Inhibition and stimulation of adenylyl cyclase by opioid and D 1 dopamine or A 2a adenosine agonists, respectively, were characterized in the caudate putamen of rats. D 1 dopamine receptors have been reported to be localized preferentially on striatonigral neurons and A 2a adenosine receptors on striatopallidal neurons. The aim of the present study was to evaluate the effects of μ‐[Tyr‐ d ‐Ala‐Gly‐( N ‐Me)Phe‐Gly‐ol (DAMGO)], δ 1 ‐[Tyr‐ d ‐Pen‐Gly‐Phe‐ d ‐Pen (DPDPE)], and δ 2 ‐ ([ d ‐Ala 2 ]deltorphin‐II [DT‐II]) opioid agonists on the D 1 dopamine receptor‐ and A 2a adenosine receptor‐stimulated adenylyl cyclase in membranes from rat caudate putamen.
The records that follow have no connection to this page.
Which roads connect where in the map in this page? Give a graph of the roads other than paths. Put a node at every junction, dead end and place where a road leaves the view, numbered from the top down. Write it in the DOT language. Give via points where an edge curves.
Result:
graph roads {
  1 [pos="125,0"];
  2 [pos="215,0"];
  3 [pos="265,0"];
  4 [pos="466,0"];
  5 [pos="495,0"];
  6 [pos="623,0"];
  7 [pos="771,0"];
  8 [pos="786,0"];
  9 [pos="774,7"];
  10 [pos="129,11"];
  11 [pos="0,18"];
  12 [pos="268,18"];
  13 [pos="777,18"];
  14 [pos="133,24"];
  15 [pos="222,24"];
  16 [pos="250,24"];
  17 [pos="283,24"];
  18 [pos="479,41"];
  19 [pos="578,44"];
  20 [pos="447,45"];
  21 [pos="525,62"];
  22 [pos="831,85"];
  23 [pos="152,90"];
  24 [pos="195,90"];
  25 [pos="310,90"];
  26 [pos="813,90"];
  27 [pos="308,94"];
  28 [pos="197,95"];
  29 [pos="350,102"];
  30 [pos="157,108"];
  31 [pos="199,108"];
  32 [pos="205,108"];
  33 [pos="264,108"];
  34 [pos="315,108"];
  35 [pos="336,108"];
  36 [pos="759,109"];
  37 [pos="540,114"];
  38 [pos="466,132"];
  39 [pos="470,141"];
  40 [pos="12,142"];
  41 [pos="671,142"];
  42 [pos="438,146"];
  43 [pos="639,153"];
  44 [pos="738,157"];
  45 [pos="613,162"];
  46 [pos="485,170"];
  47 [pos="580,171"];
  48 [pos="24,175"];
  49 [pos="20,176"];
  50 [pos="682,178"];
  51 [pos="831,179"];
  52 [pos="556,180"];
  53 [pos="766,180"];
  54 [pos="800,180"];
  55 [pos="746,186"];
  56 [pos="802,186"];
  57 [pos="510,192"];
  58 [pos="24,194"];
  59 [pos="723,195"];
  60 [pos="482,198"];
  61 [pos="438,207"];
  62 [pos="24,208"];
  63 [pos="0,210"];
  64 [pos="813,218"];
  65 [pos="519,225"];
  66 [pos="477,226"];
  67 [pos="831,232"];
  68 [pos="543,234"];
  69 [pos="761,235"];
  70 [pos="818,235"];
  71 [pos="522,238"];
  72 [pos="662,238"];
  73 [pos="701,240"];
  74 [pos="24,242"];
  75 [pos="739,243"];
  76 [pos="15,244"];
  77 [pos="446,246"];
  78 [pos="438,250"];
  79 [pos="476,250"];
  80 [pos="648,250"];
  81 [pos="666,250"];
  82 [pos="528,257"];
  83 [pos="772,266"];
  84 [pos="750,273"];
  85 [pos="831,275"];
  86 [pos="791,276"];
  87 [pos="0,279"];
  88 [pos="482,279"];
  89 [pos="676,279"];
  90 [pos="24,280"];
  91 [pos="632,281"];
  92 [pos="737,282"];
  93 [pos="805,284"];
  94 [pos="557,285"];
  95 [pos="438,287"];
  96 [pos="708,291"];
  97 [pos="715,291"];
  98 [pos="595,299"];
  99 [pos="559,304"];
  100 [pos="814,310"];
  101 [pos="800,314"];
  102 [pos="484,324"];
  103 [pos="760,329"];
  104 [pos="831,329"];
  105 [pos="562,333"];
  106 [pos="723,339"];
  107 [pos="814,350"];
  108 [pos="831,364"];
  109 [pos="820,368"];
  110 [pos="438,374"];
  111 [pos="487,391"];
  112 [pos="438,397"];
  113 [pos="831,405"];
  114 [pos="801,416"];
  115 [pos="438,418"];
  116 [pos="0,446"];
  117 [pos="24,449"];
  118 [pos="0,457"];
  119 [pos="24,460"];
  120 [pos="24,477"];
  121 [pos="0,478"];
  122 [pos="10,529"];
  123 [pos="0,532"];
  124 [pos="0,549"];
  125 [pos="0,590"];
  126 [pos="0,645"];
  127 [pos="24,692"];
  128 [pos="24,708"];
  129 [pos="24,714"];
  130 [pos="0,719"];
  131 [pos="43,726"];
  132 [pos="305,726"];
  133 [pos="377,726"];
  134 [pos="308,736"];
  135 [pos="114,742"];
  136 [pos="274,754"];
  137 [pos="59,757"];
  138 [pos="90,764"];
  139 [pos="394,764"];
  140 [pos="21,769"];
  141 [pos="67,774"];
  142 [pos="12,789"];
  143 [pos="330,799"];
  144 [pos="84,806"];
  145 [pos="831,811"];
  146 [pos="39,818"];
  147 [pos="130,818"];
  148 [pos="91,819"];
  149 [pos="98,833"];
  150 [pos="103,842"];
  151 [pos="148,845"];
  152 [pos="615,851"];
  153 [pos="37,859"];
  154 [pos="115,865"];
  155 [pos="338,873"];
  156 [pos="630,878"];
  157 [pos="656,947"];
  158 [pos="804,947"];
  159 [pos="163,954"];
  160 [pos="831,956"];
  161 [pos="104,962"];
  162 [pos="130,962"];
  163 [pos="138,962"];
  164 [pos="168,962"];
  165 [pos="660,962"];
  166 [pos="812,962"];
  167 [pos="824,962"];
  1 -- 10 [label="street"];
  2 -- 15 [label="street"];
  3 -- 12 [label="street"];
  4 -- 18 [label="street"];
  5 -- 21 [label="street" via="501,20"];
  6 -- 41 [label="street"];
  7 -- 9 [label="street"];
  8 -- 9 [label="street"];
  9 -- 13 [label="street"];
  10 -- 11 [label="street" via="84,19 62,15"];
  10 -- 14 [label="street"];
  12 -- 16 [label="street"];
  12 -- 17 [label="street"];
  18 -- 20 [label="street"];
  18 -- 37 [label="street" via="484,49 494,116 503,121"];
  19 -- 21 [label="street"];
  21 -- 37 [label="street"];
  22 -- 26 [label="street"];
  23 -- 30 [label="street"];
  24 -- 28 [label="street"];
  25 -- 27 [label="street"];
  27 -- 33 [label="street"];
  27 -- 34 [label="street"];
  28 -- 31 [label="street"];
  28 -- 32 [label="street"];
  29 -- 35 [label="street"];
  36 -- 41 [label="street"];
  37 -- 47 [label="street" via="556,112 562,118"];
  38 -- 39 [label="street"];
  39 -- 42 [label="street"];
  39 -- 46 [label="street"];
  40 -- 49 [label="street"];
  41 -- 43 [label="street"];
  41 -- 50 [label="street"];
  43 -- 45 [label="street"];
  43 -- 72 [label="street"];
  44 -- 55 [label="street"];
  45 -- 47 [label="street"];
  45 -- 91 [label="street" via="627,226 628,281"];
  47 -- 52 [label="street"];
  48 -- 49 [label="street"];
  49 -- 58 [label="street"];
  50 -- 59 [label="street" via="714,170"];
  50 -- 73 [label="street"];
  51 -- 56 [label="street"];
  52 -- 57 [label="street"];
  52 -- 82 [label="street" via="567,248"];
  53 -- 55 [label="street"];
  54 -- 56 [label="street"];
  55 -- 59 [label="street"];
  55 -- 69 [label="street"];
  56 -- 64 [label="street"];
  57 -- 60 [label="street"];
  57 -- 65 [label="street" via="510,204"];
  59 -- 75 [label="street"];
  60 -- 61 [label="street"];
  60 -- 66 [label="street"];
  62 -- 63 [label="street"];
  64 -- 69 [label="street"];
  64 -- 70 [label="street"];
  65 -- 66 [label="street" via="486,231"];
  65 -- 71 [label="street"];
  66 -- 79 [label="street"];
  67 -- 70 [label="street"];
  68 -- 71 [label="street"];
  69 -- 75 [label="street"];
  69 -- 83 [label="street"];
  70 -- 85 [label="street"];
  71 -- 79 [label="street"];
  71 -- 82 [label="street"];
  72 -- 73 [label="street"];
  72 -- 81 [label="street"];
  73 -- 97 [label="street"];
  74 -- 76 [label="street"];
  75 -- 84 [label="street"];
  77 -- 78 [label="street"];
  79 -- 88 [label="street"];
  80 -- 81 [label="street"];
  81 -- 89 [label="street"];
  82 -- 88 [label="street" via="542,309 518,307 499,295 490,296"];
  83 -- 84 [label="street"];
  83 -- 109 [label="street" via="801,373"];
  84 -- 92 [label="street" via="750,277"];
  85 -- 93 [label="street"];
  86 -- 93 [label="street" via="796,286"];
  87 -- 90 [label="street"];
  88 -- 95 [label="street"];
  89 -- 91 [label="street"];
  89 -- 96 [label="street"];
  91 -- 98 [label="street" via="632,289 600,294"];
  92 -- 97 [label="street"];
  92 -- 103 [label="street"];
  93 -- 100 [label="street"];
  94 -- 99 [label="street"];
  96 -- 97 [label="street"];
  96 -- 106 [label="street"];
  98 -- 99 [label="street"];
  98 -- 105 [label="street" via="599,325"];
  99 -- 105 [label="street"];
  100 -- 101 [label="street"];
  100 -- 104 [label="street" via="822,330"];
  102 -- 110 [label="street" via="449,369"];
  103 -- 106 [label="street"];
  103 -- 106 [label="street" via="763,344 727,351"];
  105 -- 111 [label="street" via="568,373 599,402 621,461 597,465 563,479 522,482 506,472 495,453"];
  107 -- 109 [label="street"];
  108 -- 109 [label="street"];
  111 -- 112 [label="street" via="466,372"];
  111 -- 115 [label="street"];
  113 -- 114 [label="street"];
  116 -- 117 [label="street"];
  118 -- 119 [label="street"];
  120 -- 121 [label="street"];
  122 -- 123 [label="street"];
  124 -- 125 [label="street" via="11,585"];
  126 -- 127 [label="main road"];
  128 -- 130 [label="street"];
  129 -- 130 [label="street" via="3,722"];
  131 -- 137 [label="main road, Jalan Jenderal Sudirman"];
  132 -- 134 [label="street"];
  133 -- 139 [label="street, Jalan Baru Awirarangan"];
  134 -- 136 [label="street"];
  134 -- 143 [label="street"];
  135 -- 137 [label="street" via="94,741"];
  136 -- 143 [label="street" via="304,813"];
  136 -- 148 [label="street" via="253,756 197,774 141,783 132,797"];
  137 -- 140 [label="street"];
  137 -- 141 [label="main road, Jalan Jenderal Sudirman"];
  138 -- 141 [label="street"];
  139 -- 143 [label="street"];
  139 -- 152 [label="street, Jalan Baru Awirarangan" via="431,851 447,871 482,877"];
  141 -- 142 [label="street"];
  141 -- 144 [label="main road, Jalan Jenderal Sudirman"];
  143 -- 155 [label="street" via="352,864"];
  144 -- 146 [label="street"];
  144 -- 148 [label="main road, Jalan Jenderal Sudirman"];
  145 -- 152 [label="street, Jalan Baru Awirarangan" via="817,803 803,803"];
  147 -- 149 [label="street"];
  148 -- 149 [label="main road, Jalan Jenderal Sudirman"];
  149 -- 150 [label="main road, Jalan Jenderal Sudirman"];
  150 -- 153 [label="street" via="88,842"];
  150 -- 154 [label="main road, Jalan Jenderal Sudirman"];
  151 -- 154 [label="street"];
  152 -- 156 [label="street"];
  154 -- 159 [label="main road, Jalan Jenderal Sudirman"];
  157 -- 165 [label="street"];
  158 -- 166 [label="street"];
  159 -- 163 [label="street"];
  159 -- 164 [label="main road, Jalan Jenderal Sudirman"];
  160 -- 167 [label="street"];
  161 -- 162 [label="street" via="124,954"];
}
The results show that DAMGO, DPDPE, and DT‐II inhibit forskolin‐stimulated adenylyl cyclase [selectively antagonized by d ‐Phe‐Cys‐Tyr‐ d ‐Trp‐Orn‐Thr‐Pen‐Thr‐NH 2 (CTOP; μ antagonist), 7‐benzylidenenaltrexone (BNTX; δ 1 antagonist), and naltriben (NTB; δ 2 antagonist), respectively], but only μ‐ and δ 2 ‐opioid agonists inhibit D 1 dopamine‐stimulated adenylyl cyclase (antagonized by CTOP and NTB, respectively). Furthermore, DT‐II and DPDPE inhibit A 2a adenosine‐stimulated adenylyl cyclase (antagonized by NTB and BNTX, respectively), whereas DAMGO did not inhibit A 2a adenosine‐stimulated adenylyl cyclase activity. These results suggest that μ‐, δ 1 ‐, and δ 2 ‐opioid receptors display differential localization and provide neurochemical evidence suggesting the differential location of the δ 1 and δ 2 subtypes. μ‐Opioid receptors may be preferentially expressed by striatonigral neurons, δ 1 ‐ by striatopallidal neurons, and δ 2 ‐ by these two striatal efferent neuron populations.